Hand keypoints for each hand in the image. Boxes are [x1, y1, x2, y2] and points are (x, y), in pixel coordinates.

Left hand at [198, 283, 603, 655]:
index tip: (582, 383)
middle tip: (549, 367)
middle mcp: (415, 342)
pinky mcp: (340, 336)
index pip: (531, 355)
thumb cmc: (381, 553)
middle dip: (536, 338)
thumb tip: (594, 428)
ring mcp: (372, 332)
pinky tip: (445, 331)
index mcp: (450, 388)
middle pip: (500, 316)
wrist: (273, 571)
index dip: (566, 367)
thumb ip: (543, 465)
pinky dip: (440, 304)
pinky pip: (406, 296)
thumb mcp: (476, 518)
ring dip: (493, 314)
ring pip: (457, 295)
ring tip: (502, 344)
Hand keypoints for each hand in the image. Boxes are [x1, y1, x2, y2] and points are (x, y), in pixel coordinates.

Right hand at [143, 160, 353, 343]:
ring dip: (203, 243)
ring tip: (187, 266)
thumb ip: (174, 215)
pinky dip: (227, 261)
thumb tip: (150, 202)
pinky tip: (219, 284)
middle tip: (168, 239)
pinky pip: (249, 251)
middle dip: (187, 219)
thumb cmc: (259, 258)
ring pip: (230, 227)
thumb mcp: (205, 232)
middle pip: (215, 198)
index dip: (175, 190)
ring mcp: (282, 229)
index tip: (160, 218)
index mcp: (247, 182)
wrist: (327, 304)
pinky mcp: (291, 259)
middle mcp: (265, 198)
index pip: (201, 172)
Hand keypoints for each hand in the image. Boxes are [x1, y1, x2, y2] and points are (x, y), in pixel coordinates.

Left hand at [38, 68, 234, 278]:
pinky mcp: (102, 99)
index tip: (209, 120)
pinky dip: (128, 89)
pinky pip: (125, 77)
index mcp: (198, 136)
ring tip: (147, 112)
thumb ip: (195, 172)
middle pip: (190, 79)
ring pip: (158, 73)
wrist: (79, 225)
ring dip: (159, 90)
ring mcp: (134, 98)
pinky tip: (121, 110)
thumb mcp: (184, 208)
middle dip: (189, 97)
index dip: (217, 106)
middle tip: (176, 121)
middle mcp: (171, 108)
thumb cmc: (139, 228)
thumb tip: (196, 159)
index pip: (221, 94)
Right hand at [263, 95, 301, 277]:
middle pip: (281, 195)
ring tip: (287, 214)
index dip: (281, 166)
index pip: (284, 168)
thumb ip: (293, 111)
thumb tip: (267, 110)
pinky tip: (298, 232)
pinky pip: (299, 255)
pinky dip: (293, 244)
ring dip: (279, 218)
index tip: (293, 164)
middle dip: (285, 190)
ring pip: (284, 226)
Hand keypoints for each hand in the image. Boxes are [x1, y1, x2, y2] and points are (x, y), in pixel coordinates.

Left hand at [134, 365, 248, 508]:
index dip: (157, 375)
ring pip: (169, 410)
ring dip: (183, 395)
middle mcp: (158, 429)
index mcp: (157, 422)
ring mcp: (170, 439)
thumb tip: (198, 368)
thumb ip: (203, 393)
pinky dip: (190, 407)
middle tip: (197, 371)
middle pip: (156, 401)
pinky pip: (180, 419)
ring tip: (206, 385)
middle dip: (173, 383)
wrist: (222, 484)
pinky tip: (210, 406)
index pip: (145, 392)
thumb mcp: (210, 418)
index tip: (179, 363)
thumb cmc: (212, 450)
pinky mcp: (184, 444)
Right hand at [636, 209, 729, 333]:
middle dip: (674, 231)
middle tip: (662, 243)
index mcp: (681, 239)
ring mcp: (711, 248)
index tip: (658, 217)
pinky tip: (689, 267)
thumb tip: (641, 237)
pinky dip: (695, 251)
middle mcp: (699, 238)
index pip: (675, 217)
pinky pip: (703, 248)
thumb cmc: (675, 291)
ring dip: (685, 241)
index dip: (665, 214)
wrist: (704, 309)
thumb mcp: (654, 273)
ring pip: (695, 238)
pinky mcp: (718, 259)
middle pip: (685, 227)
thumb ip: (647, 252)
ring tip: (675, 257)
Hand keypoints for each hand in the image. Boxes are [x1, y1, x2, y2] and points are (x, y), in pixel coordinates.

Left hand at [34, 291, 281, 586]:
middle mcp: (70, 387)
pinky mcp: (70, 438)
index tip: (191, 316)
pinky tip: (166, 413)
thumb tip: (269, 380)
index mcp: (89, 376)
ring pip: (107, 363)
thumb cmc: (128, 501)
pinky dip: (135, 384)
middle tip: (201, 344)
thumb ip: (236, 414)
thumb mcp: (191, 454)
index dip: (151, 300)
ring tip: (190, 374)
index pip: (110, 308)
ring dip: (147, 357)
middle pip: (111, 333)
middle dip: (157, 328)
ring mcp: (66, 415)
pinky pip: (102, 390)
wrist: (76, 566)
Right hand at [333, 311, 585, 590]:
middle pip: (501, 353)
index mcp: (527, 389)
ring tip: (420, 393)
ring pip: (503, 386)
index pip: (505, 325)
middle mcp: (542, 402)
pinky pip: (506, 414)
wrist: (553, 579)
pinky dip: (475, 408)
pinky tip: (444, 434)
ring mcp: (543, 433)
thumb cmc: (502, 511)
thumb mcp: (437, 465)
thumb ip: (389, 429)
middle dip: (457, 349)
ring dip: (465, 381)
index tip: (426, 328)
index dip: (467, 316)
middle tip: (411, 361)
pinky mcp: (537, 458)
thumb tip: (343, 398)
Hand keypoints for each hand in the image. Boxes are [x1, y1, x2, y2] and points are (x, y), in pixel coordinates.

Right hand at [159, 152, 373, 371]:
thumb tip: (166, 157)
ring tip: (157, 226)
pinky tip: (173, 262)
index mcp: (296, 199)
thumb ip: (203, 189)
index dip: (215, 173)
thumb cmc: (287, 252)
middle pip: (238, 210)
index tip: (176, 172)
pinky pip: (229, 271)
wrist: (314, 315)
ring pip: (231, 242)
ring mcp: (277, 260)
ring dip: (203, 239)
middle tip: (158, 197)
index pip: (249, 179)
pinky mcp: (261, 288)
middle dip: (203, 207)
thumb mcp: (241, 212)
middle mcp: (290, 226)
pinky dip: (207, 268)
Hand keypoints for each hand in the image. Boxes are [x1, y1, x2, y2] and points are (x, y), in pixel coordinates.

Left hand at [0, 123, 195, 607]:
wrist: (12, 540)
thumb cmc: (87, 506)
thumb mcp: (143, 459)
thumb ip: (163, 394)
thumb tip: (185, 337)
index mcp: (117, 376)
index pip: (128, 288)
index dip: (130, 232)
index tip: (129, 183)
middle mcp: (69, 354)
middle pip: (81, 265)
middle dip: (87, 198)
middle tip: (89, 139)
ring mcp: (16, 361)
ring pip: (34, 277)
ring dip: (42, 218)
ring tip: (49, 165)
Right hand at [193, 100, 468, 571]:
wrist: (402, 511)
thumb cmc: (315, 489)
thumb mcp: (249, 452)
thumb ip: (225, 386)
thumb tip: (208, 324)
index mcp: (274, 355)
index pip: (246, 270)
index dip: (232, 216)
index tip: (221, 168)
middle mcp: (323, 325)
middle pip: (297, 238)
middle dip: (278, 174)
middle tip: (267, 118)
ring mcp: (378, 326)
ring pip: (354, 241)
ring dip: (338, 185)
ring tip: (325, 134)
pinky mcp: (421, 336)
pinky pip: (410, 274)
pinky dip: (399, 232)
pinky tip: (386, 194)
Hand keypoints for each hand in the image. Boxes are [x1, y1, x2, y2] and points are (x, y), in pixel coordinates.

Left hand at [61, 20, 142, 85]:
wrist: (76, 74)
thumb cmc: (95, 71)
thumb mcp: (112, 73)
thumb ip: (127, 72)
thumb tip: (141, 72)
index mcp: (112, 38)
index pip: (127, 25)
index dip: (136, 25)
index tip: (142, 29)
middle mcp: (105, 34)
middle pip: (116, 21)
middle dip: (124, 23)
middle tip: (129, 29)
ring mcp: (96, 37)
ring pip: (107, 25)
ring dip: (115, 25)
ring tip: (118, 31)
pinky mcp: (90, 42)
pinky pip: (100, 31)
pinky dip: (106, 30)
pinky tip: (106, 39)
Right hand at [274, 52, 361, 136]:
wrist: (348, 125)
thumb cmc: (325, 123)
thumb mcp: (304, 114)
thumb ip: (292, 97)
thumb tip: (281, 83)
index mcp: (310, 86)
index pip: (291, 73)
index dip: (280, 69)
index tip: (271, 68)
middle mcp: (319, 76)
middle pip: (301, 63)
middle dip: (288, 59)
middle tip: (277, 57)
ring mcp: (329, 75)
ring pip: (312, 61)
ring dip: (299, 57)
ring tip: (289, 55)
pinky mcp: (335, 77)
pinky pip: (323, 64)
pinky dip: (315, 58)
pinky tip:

What is being asked –
Your answer should consist only of the lines above between the line holding "pinky tip: (386, 194)" and the line holding "index dip: (136, 25)", inclusive, each transcribed exactly.

Finished exercise –
pinky tip: (386, 194)
Hand keypoints for each hand in the image. Boxes are [x1, y1, x2, y2] and points are (x, y), in pixel coordinates.

Left hand at [61, 20, 142, 85]:
wrist: (76, 74)
thumb cmc: (95, 71)
thumb mcp: (112, 73)
thumb ip: (127, 72)
thumb tip: (141, 72)
index mcp: (112, 38)
index pip: (127, 25)
index dip: (136, 25)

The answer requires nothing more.